Project 01 — Copy a CSV File to Azure Data Lake
Build your first Azure data pipeline from scratch. Copy a CSV file from a local landing zone into ADLS Gen2 using Azure Data Factory — the foundational pattern behind every data engineering pipeline in Azure.
A pipeline that automatically copies a CSV file from your local computer into Azure cloud storage — the foundational pattern of every data engineering project in the world.
Real World Problem
The Company: FreshMart — a grocery chain with 10 stores across India.
Every day, each store manager exports a file called daily_sales.csv from their billing software and saves it on their computer. That file just sits there. The data team at FreshMart HQ has zero visibility into what is happening across stores. They cannot answer basic questions like:
- Which store sold the most today?
- Which product is running out of stock?
- Is store revenue growing or shrinking week over week?
The root problem: Data is trapped on individual laptops. There is no central place to store it, no way to query it, no way to analyse it.

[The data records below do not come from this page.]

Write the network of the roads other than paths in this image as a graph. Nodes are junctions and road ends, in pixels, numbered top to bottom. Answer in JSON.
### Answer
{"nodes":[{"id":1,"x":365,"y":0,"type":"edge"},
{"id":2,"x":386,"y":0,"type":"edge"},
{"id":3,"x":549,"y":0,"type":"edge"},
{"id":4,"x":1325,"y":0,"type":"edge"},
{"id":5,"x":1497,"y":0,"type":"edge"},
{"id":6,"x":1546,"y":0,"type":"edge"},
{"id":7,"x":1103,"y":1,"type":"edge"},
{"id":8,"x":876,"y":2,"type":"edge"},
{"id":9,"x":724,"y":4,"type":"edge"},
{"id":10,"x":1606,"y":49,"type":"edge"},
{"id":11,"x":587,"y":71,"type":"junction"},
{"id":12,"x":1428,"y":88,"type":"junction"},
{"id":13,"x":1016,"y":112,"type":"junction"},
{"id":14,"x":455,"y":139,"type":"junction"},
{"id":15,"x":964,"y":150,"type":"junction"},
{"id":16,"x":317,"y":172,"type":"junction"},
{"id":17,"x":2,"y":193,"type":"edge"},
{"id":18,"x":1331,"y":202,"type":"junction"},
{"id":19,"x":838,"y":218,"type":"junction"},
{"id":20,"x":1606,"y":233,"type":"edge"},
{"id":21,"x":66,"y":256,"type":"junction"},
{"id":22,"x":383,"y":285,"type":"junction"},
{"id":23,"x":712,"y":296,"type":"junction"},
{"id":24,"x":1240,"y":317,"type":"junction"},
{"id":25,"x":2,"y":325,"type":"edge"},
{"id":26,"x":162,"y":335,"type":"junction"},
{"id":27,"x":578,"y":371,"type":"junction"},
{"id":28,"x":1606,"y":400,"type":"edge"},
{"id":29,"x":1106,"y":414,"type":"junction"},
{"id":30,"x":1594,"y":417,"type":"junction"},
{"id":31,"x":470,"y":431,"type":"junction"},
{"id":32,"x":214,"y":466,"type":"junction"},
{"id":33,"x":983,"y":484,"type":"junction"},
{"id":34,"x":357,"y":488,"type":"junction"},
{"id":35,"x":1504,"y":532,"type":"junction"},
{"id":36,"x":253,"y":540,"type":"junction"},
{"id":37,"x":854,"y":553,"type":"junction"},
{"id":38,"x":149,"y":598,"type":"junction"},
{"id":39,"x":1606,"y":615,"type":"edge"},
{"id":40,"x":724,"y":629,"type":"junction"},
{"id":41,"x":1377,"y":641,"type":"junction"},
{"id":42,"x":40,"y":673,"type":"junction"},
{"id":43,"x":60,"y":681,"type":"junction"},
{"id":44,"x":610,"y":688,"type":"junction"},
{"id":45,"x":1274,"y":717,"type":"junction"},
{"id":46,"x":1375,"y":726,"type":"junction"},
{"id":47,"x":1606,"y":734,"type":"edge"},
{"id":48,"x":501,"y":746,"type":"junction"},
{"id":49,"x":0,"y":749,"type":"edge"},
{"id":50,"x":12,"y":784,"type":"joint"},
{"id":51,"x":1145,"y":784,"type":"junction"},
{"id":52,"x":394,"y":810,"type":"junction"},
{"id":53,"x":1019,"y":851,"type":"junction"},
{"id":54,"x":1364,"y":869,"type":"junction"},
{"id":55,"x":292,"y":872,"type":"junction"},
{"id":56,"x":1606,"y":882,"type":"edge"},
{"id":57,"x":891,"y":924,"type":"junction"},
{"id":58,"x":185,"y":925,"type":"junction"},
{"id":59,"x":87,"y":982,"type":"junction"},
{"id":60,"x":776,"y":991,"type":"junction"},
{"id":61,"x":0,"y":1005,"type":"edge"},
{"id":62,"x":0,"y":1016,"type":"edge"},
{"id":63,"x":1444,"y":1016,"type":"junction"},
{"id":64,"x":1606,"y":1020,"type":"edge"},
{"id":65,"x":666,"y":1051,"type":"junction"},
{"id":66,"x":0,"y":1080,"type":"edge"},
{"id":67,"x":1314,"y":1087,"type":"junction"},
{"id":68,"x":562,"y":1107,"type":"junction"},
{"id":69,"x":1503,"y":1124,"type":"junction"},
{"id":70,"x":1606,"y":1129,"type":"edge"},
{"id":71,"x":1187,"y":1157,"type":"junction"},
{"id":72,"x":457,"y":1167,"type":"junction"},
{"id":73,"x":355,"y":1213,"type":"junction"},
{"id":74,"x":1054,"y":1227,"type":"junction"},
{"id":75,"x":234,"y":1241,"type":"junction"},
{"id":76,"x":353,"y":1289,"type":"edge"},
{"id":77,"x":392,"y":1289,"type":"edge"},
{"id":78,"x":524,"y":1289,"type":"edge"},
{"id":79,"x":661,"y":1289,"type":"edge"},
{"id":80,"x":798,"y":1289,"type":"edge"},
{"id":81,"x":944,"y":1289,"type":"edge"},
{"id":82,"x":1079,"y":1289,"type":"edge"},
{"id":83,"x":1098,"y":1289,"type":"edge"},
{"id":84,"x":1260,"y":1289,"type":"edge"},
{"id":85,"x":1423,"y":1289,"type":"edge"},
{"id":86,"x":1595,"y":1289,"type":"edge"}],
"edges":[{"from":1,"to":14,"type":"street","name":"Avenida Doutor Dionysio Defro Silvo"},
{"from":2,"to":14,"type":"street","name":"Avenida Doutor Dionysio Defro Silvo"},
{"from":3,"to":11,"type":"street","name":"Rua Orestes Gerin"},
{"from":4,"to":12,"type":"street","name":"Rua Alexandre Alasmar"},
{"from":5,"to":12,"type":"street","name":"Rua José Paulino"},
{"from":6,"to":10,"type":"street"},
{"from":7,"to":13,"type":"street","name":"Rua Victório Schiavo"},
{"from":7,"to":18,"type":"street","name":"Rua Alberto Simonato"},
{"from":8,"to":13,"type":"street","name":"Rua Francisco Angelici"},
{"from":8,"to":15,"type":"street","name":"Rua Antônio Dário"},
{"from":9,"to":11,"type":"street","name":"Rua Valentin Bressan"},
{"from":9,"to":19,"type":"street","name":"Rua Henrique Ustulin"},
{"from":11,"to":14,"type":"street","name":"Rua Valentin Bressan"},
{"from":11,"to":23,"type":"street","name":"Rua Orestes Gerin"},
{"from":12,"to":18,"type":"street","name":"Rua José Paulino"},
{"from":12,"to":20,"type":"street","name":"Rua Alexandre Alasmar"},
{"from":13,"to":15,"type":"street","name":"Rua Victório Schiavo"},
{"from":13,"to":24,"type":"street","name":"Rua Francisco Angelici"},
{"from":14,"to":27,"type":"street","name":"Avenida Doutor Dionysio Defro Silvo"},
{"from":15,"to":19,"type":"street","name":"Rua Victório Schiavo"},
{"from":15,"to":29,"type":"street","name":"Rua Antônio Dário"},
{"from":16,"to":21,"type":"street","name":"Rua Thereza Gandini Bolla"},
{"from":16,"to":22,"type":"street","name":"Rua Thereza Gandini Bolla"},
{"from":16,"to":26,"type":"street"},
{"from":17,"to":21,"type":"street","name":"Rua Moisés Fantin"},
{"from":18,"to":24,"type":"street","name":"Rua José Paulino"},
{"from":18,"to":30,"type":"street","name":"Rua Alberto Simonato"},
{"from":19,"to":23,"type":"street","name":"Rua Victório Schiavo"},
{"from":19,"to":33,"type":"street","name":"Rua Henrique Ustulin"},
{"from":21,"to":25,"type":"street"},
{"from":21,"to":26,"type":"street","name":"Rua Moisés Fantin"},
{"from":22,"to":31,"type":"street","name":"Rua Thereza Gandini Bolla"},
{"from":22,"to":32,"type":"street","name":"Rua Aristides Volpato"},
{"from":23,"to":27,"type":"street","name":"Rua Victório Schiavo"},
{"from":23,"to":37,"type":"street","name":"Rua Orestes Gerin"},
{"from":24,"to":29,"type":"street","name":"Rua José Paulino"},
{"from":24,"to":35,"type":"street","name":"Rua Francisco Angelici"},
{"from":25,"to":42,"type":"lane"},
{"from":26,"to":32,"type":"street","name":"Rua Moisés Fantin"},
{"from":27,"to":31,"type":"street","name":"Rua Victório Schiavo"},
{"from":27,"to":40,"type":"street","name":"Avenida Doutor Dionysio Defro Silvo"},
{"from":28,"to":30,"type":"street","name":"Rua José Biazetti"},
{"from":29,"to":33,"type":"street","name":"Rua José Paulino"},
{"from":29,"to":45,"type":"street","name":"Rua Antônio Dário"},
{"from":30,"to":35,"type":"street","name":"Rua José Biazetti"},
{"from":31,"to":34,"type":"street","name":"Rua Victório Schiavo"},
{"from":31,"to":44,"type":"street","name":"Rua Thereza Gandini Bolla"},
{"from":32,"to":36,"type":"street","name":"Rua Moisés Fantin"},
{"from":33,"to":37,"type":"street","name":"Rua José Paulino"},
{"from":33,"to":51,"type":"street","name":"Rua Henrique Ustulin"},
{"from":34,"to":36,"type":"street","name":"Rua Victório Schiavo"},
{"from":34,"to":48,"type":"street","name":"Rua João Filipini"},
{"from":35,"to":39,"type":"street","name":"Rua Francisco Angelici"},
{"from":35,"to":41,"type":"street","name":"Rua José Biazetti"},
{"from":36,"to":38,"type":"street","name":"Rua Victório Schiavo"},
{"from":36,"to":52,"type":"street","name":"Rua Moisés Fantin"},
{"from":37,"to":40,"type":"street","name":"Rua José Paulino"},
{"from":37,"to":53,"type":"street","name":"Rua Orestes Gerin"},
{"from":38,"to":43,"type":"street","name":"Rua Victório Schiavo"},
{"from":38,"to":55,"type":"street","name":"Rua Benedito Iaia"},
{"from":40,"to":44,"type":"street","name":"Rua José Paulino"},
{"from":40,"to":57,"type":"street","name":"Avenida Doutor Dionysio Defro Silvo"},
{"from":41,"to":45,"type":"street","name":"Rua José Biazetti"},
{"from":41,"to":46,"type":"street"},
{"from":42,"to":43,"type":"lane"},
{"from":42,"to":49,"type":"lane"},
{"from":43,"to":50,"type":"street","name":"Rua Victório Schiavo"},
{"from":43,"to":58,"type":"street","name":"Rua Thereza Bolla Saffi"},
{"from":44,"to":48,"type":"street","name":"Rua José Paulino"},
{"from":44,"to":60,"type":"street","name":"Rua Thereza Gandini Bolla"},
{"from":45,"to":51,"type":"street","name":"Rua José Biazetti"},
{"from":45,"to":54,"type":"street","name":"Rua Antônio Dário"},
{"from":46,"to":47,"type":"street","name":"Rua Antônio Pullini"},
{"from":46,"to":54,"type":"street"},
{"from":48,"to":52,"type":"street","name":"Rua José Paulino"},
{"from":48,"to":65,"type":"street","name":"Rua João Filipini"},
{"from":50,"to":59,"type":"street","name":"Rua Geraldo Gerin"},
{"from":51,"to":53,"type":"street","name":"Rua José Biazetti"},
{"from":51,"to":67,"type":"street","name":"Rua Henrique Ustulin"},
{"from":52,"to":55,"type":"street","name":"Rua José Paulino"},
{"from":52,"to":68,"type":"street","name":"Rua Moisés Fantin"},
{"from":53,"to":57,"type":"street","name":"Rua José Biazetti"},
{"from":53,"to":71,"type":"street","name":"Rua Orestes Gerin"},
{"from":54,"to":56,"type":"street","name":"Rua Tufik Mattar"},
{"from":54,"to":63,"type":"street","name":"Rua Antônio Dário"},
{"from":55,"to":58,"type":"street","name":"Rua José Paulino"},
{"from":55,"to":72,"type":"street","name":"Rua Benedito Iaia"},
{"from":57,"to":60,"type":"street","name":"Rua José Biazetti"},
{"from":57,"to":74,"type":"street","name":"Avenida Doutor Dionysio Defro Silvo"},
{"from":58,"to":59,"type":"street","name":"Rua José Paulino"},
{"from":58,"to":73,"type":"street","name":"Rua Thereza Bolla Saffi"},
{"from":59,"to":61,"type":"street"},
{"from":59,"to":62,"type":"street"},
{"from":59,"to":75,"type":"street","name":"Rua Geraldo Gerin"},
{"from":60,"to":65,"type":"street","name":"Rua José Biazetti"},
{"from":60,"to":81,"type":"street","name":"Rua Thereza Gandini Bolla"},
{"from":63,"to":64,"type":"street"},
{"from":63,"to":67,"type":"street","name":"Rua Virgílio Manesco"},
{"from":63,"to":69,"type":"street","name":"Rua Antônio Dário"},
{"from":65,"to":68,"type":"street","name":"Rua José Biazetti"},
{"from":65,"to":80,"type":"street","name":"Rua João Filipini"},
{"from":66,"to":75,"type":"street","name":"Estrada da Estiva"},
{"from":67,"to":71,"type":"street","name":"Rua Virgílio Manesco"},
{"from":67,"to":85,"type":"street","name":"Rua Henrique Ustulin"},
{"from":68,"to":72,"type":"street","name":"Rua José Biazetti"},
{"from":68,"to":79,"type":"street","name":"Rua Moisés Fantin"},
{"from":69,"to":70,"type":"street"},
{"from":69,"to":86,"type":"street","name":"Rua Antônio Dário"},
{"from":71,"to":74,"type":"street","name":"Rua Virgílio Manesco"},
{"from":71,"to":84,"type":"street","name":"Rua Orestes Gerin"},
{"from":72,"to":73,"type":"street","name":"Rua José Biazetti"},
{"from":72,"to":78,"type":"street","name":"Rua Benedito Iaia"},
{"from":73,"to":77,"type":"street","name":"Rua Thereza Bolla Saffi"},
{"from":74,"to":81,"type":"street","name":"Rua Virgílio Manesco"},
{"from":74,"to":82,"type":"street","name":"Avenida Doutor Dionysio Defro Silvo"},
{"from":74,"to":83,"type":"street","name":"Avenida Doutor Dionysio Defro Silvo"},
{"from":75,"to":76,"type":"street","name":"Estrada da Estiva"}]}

What we are going to do: Take that CSV file sitting on a laptop → upload it to Azure cloud storage automatically using a pipeline. This is the very first step of every data engineering project in the world — get the data off the source and into a central location.
Simple. One file. One destination. One pipeline. But this exact pattern is the foundation of every data engineering project you will ever build.
Concepts You Must Understand First
Before touching Azure, read this section completely — it will make every step feel logical instead of confusing.
What is Azure?
Azure is Microsoft's cloud platform. Instead of buying physical servers and hard drives — you rent them from Microsoft and pay only for what you use.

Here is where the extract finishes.